So over the next hour or two, I checked the inbox a couple of times, nothing, no one replied - odd, but good in a way, so I didn't worry about it again and went on with what I was doing.

It did nag a bit at me, and late in the day I went back to my account and had a look around, oh no, the service alias (which means the originator of the message I sent) was set to a mobile number I didn't recognise?

The next day, Lorretta, the building manager came to see me asking a question about her phone, she'd received so many messages and a number of calls from people asking who she was? Strange, but then it dawned on me that the message I'd sent, I sent it from her number.

It was because a while before she had asked me to SMS someone who wasn't getting the messages from her phone, and so she would get the response I set the messages to come from her number, and then forgot to take it off again.


Is that remarkable? It's a remarkable stuff up, that's what it was, but that's not what it is.

It is remarkable because she received 60 messages back and 5 phone calls - that's a response rate, to a test message, of over 50% - in fact one caller told poor Lorettra that he needed to know what she did because he was so intrigued by the message.
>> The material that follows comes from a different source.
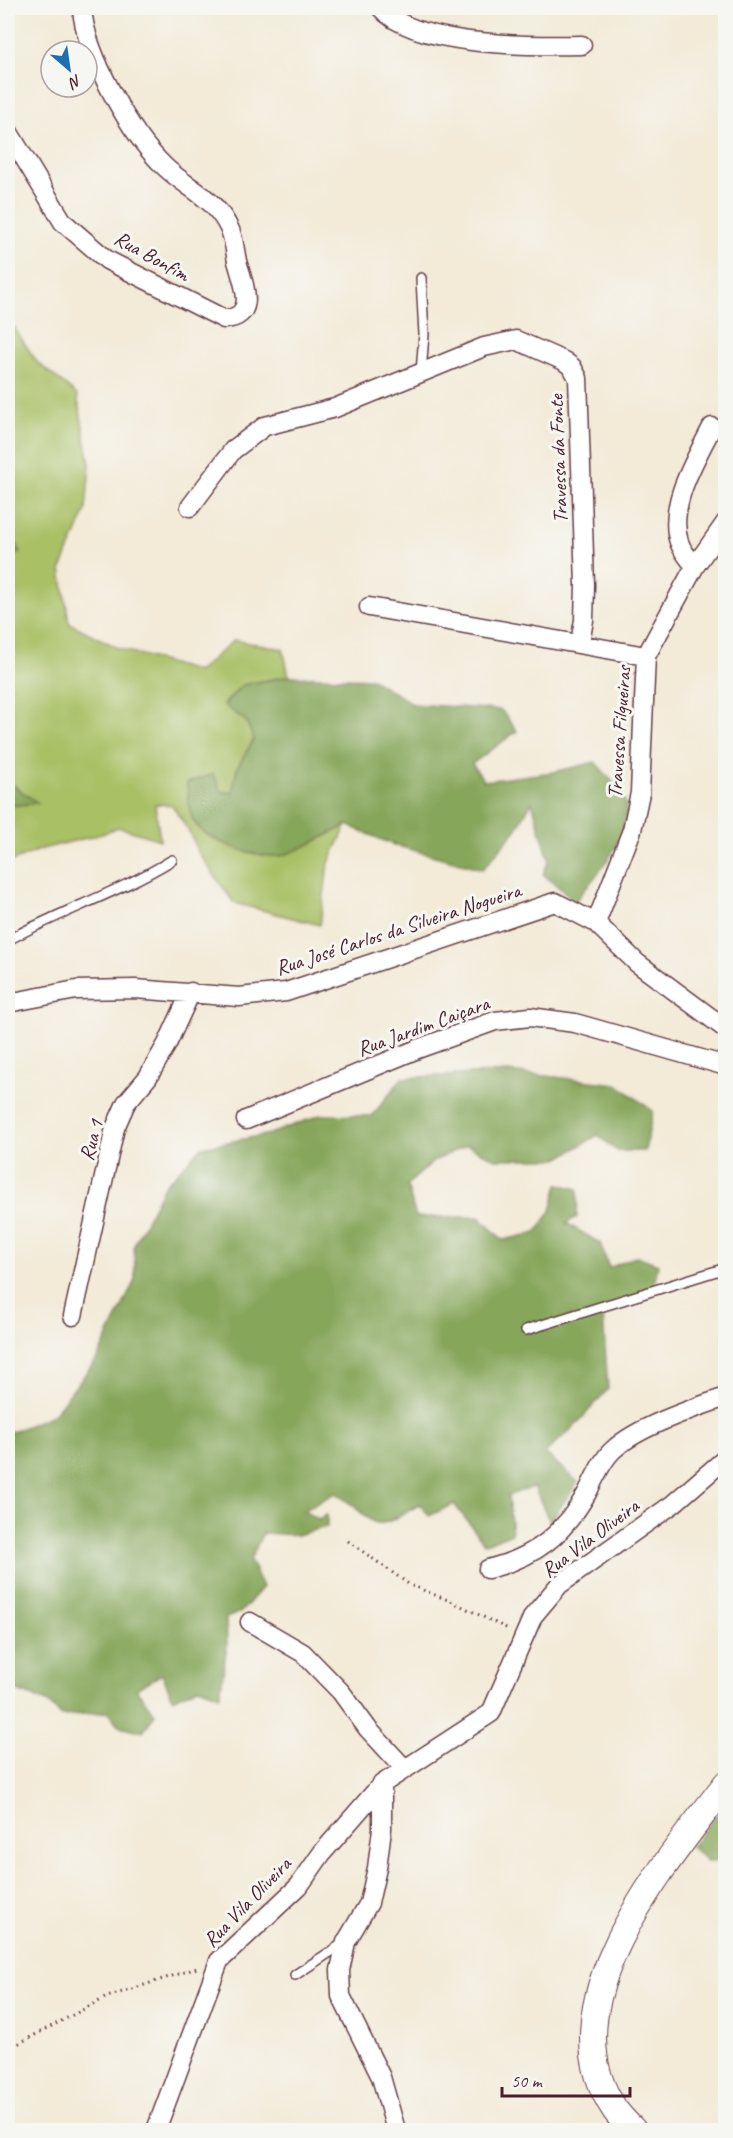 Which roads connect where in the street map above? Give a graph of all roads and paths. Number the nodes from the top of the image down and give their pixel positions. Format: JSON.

Now of course you can't send out to a marketing list "this is a test message" to trap possible punters to buy your wares, but it does show with the right message, response rate can be massive.


Compared with more traditional methods where a 2% response rate is almost unheard of, 1% is a real win, and average is less than that. In a world where no hears you any more because the noise is so loud, this is what it was like when the idea marketing was born, and you only had to whisper to be heard!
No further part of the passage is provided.